Lunedì 26 Ottobre 2020
Fazenda della marijuana, arrestata cubana con 10 chili di droga: avrebbero fruttato 80mila euro

Piantagione di cannabis tra le campagne di Mosciano: arrestata cubana. Quando nel corso di normali servizi di controllo del territorio i carabinieri di Mosciano Sant’Angelo, in provincia di Teramo,  hanno ispezionato un casolare abbandonato in contrada Ripoli, sono rimasti sorpresi nel trovare un sito perfettamente organizzato per coltivare le piante di marijuana e per preparare il prodotto, così ricavato, per lo spaccio al dettaglio. E la sorpresa è stata ancora più grande quando hanno scoperto che, ad aver organizzato il sito, non era stata una temibile banda di spacciatori ma una donna che aveva fatto tutto da sola.

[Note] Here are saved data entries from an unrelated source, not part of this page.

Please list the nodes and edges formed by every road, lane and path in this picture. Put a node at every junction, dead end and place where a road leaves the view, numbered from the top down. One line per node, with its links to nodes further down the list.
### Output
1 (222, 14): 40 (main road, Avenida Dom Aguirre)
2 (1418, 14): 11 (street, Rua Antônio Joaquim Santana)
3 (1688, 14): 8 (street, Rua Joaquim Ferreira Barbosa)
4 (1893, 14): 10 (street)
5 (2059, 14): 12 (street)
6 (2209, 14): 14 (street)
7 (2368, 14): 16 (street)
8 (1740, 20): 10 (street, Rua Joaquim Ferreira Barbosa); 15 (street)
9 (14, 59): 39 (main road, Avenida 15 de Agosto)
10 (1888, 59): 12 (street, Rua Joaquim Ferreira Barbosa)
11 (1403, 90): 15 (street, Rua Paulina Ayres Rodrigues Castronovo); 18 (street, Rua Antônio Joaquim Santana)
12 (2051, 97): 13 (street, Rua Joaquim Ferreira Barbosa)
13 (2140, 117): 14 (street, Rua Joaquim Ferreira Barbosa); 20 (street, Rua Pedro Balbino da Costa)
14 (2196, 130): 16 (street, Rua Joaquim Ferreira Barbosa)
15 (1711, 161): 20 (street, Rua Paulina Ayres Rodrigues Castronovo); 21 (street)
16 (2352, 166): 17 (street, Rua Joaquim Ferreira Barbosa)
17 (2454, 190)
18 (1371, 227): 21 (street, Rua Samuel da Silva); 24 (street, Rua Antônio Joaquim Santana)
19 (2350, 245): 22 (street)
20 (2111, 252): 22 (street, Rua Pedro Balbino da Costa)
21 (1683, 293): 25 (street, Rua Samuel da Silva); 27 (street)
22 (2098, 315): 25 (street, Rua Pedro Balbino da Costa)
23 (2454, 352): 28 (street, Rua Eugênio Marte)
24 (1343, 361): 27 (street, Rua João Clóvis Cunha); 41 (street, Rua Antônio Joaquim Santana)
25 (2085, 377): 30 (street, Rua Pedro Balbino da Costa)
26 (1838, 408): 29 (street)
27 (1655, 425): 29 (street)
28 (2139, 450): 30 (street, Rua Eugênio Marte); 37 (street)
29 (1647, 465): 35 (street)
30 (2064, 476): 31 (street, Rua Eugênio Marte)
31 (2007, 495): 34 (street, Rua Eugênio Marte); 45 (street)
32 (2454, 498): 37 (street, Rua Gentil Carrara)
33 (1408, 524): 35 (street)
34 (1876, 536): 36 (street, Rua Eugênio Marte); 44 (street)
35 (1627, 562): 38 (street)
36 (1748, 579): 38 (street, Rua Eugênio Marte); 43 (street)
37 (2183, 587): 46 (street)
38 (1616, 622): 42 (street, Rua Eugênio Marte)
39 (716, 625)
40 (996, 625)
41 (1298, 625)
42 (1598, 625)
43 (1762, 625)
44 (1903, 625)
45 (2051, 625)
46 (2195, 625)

La fazenda, con annessa rigogliosa piantagione di dieci alberelli alti circa un metro e mezzo ciascuno, era organizzata come una catena di montaggio: una cubana di 48 anni, da tempo residente a Mosciano, ne raccoglieva periodicamente le infiorescenze e poi le portava in un essiccatoio ricavato in un locale seminterrato del casolare. Le foglie poi venivano triturate finemente su un banchetto di lavoro dotato degli attrezzi, rigorosamente a mano per mantenerne inalterate tutte le loro qualità, e stoccate su grossi teli in plastica in altro locale del casolare. L’acqua per l’irrigazione veniva presa da un vicino ruscello grazie ad una pompa rudimentale. La scoperta risale al pomeriggio di venerdi. I militari di Mosciano e del Nucleo Operativo, coordinati dalla Compagnia di Giulianova, si sono nascosti in zona per cercare di individuare l’autore. E la sorpresa è stata davvero tanta quando, lunedì mattina, si è presentata la quarantottenne cubana, che ha subito innaffiato le piante e poi è scesa nel seminterrato a controllare lo stato di essiccazione delle infiorescenze già raccolte. Nascosti tra i sacchi di plastica, B.L.Y. ha trovato i carabinieri ad attenderla, che l’hanno arrestata. La successiva perquisizione a casa ha portato al rinvenimento di altra marijuana conservata in barattoli di vetro. Complessivamente i carabinieri hanno sottoposto a sequestro circa dieci chili di fumo, per un valore complessivo che si aggira attorno agli 80.000 euro sul mercato nero dello spaccio di sostanze stupefacenti. La donna, dopo le formalità di rito in caserma, è stata ricondotta a casa dove vi permarrà agli arresti domiciliari.